D.S.: In my case, it was pretty easy because we were interested in doing an open adoption. Unlike in closed adoptions, where the birth parents never meet the adoptive parents, D.J.'s mother met with us and knew us, and wanted us to have the baby. She has ongoing contact, and she visits with the kid a few times a year.
J.G.: It will take you a long time if you want a blue-eyed white male with blond hair. Other than that, it's not anywhere near as hard as you might think. Whether you want an open adoption or a closed one, you do need to spend some time looking in the right places. Some agencies won't even consider gay parents, but because of the number of babies needing homes, and the number of people who want children, there's a pretty big informal network in place right now for gay people who want to adopt.
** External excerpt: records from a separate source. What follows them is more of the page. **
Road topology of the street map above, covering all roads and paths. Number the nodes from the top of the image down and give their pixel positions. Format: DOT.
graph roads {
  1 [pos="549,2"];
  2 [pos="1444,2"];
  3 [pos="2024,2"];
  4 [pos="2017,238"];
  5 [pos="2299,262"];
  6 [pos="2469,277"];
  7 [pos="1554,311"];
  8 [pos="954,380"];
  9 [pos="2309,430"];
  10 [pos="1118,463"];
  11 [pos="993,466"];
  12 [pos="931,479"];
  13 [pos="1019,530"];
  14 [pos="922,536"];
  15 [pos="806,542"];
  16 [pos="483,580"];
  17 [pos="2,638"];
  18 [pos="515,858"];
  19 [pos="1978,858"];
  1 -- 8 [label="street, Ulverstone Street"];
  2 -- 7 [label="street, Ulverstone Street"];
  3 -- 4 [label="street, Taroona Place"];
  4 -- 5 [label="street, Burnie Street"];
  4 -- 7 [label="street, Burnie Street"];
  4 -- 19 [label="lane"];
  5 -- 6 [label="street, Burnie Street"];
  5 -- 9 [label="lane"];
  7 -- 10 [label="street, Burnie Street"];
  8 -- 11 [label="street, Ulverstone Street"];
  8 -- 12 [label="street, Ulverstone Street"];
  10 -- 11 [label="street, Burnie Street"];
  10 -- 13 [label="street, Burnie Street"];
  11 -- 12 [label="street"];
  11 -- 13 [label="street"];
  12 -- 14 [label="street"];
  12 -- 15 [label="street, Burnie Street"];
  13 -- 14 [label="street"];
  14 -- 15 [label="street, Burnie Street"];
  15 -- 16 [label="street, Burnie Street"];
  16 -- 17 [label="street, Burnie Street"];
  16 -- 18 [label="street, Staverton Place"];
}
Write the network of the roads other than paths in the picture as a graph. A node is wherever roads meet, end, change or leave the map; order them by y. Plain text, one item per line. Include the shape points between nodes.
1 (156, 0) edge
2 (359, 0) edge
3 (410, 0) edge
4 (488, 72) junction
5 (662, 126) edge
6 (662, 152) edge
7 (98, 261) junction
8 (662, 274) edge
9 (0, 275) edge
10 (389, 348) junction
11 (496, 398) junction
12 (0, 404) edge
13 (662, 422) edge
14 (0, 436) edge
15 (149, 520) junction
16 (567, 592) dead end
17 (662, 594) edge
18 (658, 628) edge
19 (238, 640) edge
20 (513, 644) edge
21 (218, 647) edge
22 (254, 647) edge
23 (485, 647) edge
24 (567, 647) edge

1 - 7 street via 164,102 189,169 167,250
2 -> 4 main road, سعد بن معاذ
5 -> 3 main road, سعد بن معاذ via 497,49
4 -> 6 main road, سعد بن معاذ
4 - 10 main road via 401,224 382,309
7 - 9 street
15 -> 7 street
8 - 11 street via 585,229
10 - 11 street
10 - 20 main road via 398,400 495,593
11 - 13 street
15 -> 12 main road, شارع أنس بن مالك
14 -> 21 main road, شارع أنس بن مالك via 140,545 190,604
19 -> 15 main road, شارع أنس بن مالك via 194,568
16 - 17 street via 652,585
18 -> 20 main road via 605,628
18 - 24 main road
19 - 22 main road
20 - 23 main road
My partner, Andy, personally placed half a dozen kids himself. The agency calls him and says, "Do you know anybody? We have a kid who's going to be ready soon, and we don't have anyone."
D.S.: Your chances are a lot better if you're willing to take a baby that straight couples might not think about. We weren't D.J.'s birth mother's first choice. She chose us after two couples rejected her because she drank during the pregnancy. People were afraid to adopt him because they were afraid of fetal alcohol syndrome; they thought he'd be fucked up forever. But it turns out all the terror over FAS is overblown anyway. D.J. turned out perfectly okay.
J.G.: That's interesting, because Andy's first adoption was also sped up by the fact that the birth mother used drugs during the pregnancy, something that wasn't known until she was about to deliver. People warned Andy of all sorts of dire outcomes, none of which have occurred.
D.S.: A lot of gay people who adopt come to the conclusion that they are worthy of adopting only kids that straight people discard. D.G. adoption, damaged goods. We decided early on that we didn't want to do a D.G. adoption.
M.R.: Why not?
D.S.: It sounds horrible, but we didn't want to start at a disadvantage. We didn't want to spend those first two years with our child undoing the damage that the heterosexual parents had done.
J.G.: The fact is, you're already at a disadvantage in society as a gay parent. Why add on yet another hurdle?